Please say how many lines in the records below contain the word "Persiaran", giving the number alone.

___ THE INPUT

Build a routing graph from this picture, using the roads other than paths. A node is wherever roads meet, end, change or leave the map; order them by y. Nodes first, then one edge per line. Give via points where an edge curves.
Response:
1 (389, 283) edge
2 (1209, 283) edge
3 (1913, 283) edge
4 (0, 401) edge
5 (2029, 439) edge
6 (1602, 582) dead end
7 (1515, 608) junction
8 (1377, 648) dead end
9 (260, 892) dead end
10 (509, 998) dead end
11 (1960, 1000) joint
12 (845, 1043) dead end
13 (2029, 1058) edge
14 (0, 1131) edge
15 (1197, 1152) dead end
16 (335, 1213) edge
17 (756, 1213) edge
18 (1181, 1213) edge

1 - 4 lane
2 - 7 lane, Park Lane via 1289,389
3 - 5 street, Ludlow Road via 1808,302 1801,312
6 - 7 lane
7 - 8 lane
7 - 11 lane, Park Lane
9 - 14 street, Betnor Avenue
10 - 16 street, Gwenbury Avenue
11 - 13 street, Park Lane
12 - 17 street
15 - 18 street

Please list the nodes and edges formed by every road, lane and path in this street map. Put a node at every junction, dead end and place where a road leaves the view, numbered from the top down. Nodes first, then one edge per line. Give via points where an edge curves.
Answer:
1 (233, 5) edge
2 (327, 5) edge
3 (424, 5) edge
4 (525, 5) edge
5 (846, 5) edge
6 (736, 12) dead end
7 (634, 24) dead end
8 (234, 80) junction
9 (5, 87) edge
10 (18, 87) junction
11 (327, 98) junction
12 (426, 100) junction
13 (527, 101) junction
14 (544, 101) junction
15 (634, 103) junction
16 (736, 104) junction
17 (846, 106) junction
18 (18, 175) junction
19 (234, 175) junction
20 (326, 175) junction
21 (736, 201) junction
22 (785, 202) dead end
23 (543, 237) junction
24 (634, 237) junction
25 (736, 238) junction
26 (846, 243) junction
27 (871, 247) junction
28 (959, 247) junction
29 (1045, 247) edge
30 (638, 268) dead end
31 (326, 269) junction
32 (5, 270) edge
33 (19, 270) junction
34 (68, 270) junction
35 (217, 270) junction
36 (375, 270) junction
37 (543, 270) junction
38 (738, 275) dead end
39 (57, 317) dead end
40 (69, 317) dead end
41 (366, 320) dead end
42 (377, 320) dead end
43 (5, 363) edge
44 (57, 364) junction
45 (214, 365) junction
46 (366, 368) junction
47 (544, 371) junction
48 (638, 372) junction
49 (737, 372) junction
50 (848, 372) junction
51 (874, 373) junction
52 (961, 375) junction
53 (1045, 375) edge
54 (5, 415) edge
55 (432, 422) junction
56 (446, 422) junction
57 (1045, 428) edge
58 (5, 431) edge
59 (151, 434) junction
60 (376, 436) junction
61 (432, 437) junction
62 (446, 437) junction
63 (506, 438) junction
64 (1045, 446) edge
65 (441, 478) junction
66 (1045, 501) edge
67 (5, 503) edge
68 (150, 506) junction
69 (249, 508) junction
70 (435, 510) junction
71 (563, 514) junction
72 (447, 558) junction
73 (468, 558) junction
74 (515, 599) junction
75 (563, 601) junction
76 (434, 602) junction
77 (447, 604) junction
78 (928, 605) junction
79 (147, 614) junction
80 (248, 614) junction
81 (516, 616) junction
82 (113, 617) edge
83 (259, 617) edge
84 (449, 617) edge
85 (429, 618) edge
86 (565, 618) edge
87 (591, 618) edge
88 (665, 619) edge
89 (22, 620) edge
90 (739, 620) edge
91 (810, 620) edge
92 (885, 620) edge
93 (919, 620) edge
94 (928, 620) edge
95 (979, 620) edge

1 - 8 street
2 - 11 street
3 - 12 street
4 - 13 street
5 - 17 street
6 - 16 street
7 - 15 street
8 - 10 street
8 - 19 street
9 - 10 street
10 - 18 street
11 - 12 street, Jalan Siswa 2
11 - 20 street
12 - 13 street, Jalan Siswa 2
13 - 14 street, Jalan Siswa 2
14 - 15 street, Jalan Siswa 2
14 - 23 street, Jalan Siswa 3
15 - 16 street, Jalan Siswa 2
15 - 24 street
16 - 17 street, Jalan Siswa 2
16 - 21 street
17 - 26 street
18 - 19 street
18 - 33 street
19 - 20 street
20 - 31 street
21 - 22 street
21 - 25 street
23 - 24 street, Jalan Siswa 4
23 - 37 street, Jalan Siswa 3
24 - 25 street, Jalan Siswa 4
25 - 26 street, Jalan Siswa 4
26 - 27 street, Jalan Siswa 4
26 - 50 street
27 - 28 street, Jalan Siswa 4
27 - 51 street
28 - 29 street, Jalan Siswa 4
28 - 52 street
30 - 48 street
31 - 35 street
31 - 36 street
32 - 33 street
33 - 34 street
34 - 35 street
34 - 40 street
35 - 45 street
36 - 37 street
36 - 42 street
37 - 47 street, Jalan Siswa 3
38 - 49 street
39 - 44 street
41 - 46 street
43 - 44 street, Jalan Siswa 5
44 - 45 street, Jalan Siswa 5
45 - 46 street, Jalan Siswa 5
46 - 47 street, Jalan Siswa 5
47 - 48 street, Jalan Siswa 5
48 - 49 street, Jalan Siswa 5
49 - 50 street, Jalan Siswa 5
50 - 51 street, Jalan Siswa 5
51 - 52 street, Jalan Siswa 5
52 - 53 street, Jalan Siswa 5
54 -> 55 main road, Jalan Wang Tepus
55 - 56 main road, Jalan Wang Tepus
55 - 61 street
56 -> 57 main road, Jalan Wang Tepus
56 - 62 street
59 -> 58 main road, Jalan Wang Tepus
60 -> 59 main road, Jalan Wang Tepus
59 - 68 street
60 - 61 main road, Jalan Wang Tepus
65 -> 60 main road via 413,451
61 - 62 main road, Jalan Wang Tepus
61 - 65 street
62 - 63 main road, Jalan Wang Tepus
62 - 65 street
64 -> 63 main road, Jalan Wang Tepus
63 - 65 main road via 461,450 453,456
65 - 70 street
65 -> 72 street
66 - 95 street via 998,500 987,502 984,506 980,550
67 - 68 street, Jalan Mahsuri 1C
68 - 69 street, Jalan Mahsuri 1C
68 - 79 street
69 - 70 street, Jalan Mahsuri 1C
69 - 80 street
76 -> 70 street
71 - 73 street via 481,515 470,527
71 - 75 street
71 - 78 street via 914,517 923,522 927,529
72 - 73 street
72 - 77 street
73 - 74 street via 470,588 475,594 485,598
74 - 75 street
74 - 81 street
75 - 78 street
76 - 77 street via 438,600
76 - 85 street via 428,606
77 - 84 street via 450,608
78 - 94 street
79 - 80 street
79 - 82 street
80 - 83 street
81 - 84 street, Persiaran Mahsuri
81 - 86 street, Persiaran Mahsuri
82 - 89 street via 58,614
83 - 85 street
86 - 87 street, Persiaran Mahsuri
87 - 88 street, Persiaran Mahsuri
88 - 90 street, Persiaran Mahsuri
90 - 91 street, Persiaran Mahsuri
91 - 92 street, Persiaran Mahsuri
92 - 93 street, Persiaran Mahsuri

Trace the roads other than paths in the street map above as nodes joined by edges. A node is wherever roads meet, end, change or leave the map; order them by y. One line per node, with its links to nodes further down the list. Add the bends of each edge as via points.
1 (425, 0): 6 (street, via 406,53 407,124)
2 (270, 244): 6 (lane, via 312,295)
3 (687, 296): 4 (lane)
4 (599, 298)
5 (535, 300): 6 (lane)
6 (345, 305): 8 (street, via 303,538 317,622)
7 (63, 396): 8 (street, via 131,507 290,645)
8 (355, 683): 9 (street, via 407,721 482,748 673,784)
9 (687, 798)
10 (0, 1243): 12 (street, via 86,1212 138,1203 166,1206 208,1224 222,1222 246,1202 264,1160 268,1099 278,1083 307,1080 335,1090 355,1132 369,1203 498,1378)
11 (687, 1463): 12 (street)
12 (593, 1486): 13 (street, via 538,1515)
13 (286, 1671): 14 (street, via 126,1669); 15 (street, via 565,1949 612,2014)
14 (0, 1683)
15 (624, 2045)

______

EXERCISE OUTPUT:
8